Saved data entries:
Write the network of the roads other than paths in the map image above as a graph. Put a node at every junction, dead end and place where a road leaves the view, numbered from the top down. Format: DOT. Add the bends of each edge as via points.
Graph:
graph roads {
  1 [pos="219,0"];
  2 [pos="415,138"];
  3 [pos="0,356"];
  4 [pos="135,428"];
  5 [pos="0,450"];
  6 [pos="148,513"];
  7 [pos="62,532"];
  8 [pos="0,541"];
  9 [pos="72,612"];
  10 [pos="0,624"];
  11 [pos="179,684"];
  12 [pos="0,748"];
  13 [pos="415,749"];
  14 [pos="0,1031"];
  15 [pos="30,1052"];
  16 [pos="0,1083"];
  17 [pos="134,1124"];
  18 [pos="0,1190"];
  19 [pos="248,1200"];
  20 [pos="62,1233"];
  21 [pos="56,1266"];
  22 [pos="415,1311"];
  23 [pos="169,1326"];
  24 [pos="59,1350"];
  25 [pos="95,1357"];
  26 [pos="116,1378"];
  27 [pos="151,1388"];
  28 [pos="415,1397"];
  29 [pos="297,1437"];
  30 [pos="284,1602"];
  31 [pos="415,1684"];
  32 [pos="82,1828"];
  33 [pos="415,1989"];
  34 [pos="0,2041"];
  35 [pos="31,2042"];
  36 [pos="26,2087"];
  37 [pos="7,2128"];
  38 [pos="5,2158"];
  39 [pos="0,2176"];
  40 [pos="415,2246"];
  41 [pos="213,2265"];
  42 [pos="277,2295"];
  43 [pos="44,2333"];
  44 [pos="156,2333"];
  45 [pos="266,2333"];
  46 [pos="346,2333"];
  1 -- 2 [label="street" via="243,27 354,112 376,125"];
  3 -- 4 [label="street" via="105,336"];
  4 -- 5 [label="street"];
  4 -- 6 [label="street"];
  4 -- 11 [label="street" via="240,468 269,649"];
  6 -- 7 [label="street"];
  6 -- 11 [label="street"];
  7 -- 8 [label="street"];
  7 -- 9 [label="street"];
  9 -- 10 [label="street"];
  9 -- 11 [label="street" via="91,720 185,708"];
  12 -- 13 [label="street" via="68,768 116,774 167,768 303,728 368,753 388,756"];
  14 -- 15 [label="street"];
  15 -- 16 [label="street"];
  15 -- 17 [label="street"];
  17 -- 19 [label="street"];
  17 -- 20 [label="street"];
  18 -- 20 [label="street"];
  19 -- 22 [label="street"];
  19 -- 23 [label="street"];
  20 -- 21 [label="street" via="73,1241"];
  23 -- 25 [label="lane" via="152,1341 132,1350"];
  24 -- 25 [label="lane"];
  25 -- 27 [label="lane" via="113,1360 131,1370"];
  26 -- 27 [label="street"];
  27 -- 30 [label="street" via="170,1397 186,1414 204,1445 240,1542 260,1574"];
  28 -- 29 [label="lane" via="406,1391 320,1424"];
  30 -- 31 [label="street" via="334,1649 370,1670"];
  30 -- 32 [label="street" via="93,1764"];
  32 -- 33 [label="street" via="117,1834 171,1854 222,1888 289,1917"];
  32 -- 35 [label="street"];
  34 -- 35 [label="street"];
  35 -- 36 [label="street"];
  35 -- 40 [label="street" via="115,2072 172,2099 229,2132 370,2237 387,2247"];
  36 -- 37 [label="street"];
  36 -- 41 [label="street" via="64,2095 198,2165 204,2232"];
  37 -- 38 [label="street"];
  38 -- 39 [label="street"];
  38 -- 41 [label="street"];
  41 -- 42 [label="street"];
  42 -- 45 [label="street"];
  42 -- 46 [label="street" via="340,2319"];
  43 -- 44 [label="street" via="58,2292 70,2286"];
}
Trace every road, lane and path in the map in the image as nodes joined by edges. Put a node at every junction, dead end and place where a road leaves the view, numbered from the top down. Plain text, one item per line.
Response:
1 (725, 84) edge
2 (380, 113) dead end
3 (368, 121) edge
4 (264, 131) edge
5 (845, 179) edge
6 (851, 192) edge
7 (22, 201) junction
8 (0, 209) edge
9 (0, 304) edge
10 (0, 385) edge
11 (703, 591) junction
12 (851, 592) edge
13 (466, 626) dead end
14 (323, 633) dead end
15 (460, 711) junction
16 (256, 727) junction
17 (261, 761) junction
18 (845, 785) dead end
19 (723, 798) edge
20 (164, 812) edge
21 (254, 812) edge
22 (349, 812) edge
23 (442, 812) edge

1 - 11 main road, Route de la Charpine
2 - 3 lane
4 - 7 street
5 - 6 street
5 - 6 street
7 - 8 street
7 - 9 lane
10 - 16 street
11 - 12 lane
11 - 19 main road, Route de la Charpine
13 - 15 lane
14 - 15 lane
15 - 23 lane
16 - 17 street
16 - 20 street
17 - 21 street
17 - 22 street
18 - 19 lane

■ **About this task**: Please go through the data and copy each line containing the word "Charpine".

■ **Exercise result**:
1 - 11 main road, Route de la Charpine
11 - 19 main road, Route de la Charpine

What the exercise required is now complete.